Noche sangrienta de gloria teatral
Hay noches en las que el teatro parece recuperar su origen religioso y alcanza la perfección del rigor estético que sabe establecer límites hasta en el delirio y en la “espontaneidad” inspirada en los autómatas humanos del siglo XVIII. Eso ocurrió en el estreno de Bela Vamp, el monólogo (¿aunque no hay dos voces y dos personajes?) escrito y puesto en escena por Alfredo Arias e interpretado por Marcos Montes en la sala de El extranjero. El escenario está a oscuras. Cuando se hace la luz blanca (iluminación: Matías Sendón), se ve una cámara negra vacía, salvo por una mesa y dos sillas. Entre los cortinados del lado derecho se desliza subrepticiamente una sombra suave mientras suena la música de “The Cold Song” (La voz del frío), de Henry Purcell (1659-1695), cantada por la voz bellísima y desgarradora del contratenor Jakub Josef Orlinsky. La sombra resulta ser un hombre alto vestido con smoking negro y cubierto por una capa también negra. forrada en seda roja. El pelo está peinado hacia atrás, brillante por la gomina (vestuario de Julio Suárez). Es Bela Lugosi, caracterizado como Drácula, que avanza con lenta solemnidad a pasos iguales y rítmicos, como quien cumple un severo ritual mágico o esotérico. Su trayectoria hasta llegar a la mesa está hecha de líneas rectas ensambladas. La cara de Bela está pintada de blanco; sus ojos. de negro, y su boca, de rojo, tiene bordes negros (maquillaje; Matías Nazareno).

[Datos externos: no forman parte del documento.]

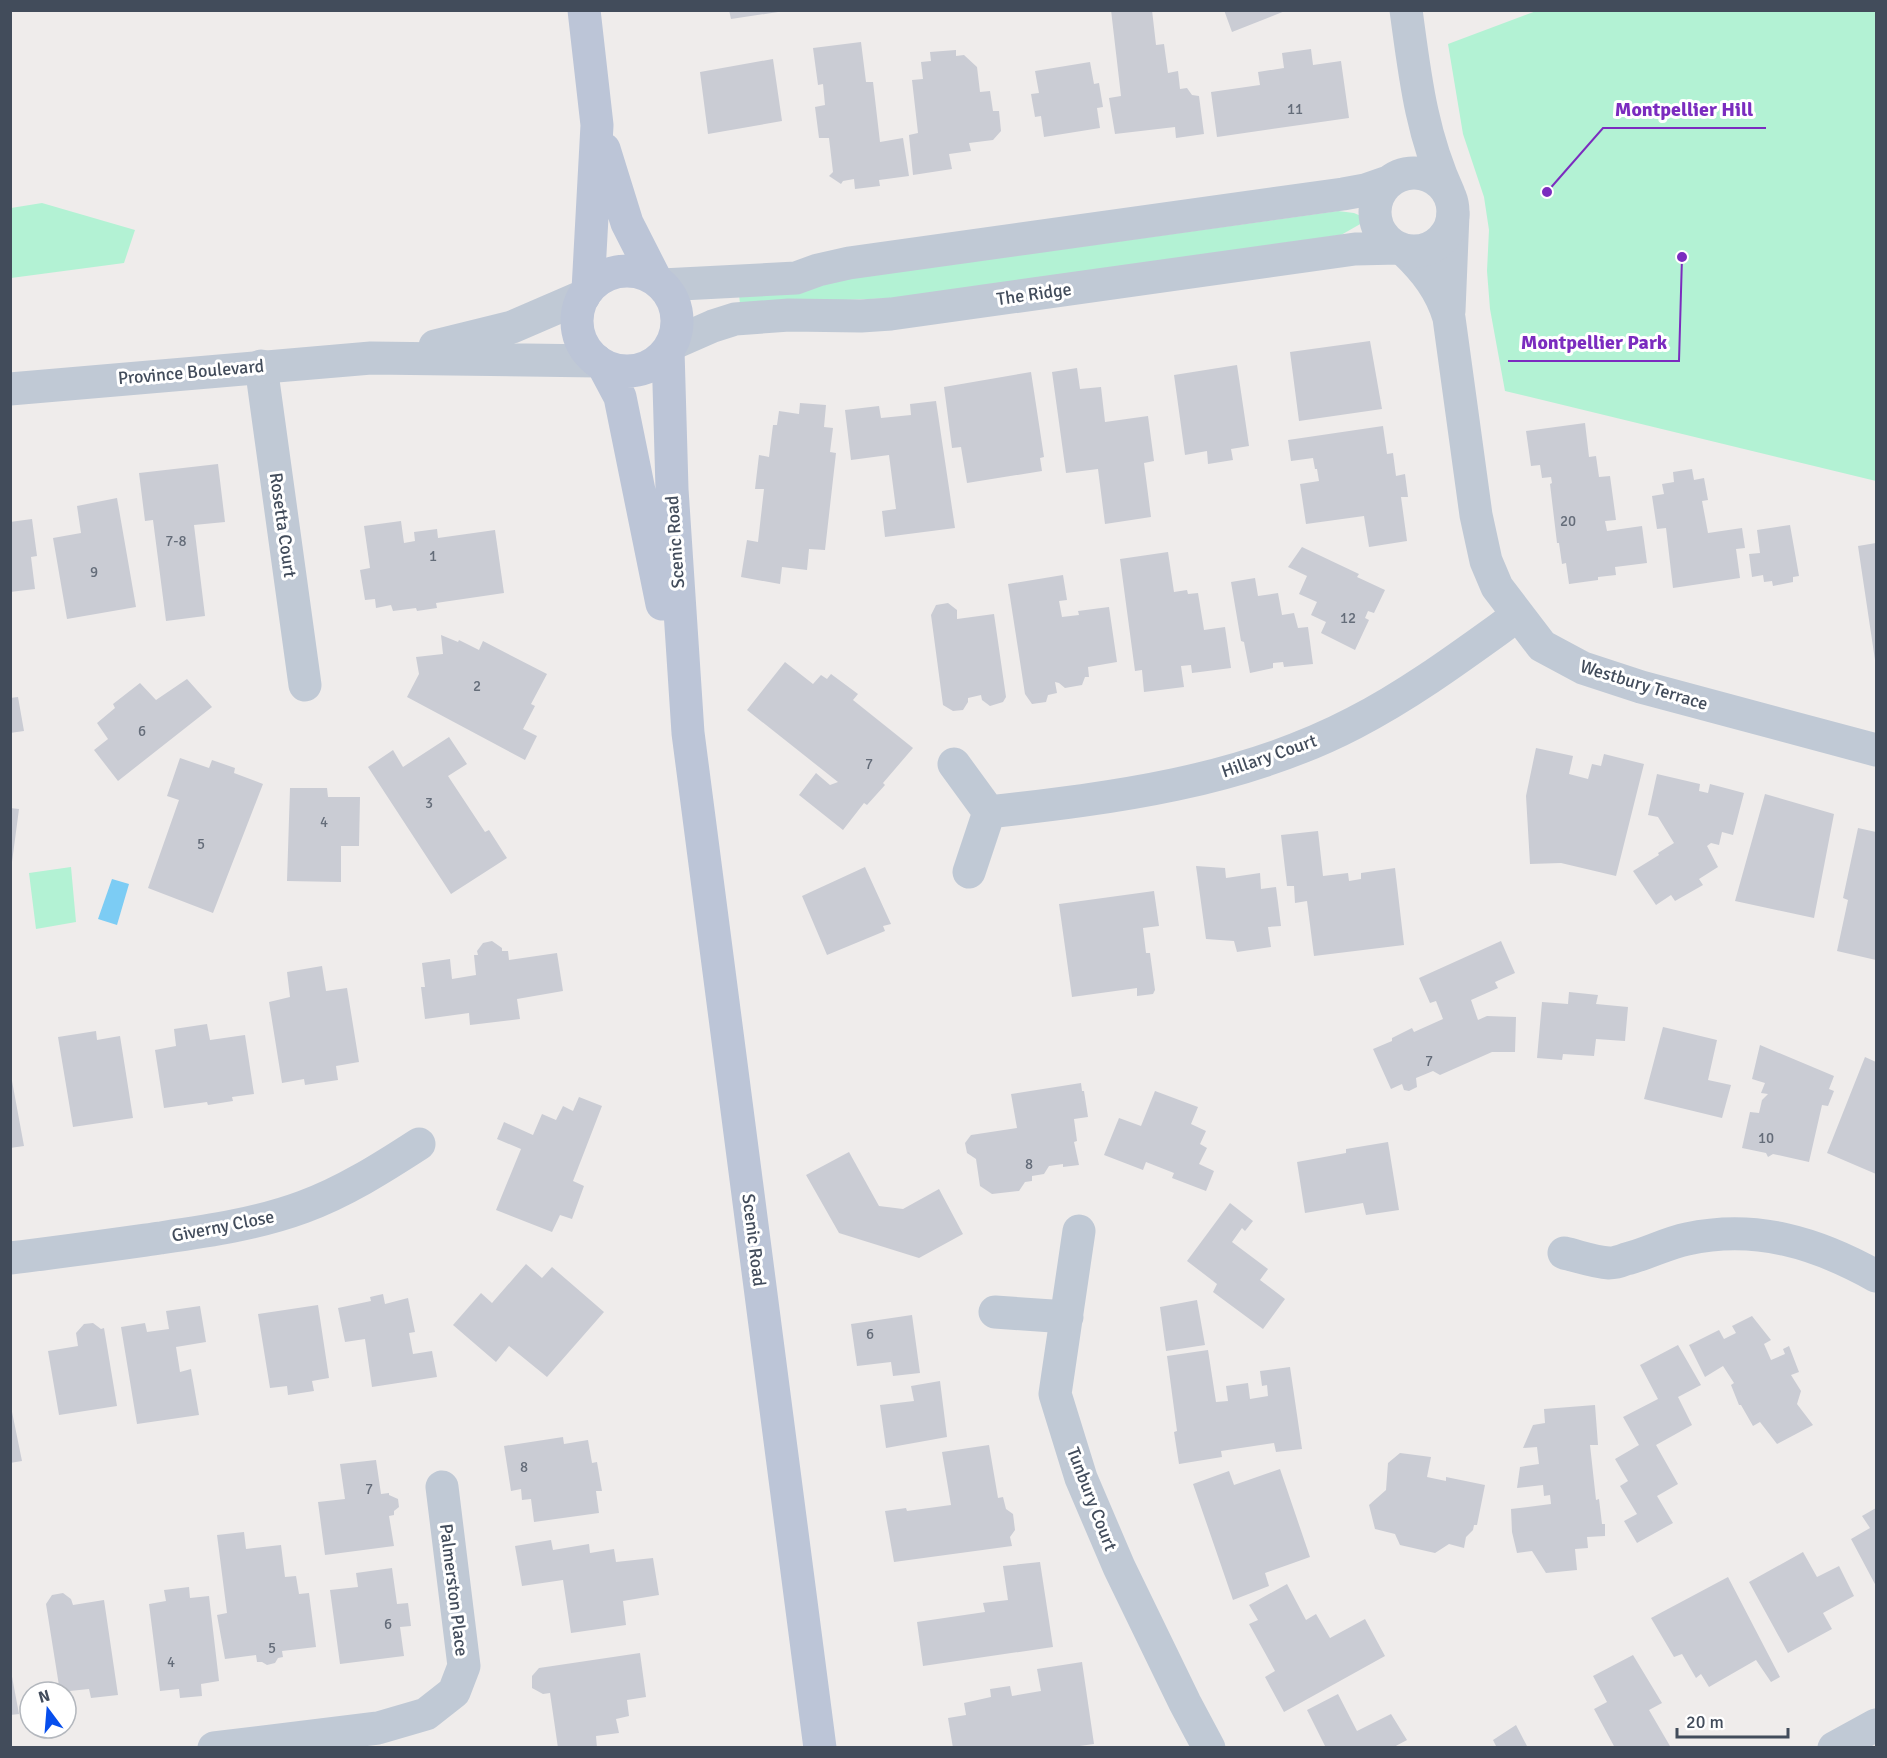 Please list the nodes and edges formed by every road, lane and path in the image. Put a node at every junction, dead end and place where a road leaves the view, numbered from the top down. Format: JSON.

La historia de la obra está basada en una circunstancia real. A partir del momento en que interpretó de modo insuperable a Drácula en Broadway en 1927 y en la película Drácula (1931), de Tod Browning, Bela Lugosi tuvo que luchar contra el personaje que lo hizo célebre. Ese film se convirtió en un clásico, se difundió en todo el mundo y Bela nunca más pudo liberarse del vampiro, ni éste de su intérprete. Los dráculas posteriores de otros actores adoptaron hasta los tics de Lugosi. A éste sólo le ofrecían papeles de terror o peripecias de la misma criatura.
En Bela vamp, Bela va al consultorio de la psiquiatra Dra. Dorothy Couch, que habla con acento norteamericano; ella es famosa porque todos sus pacientes terminan por suicidarse. El actor que no puede vencer a su personaje va a ese consultorio no en busca de cura, sino de su suicidio.
En la vida real, Lugosi había sido un gran actor teatral en Hungría, la patria de su padre y la patria cultural del intérprete. Bela había triunfado en el teatro húngaro en todo tipo de papeles clásicos. Era un hombre de ideas de izquierda, un gremialista, y debió huir de su país. Terminó por refugiarse en Estados Unidos, donde se hizo un lugar en la vida teatral, a pesar de su pesado acento extranjero. Marcos Montes lo dota en la obra de un acento inventado con genialidad; el rasgo más gracioso es que transforma la “u” en una mezcla de “u” y “v”, característica de algunos emigrados “mitteleuropeos”, en particular de judíos (Bela no lo era), que es un detalle cómico y, a la vez, trágico, porque revela el drama de la emigración. Bela y la Dra. Couch dialogan cada uno con su propio acento. Hay dos personas en escena, pero ella tiene sus propios ojos de mujer ávida escondidos en los angustiados de él. Brillan de astucia femenina y se oscurecen con amenazas; en cierto momento, Dorothy canta con gracia dos canciones en inglés con la bella voz y la perfecta entonación inglesa de Montes. Lección magistral de desdoblación escénica.
Un párrafo aparte merece la coreografía diseñada por Arias y Montes para los movimientos de Drácula. Las veces que Bela echa a volar su capa e invade la escena con su rojo revés de seda son escenas de danza inolvidables. Sublime Alfredo-Marcos Lugosi. Cincuenta minutos de gloria teatral.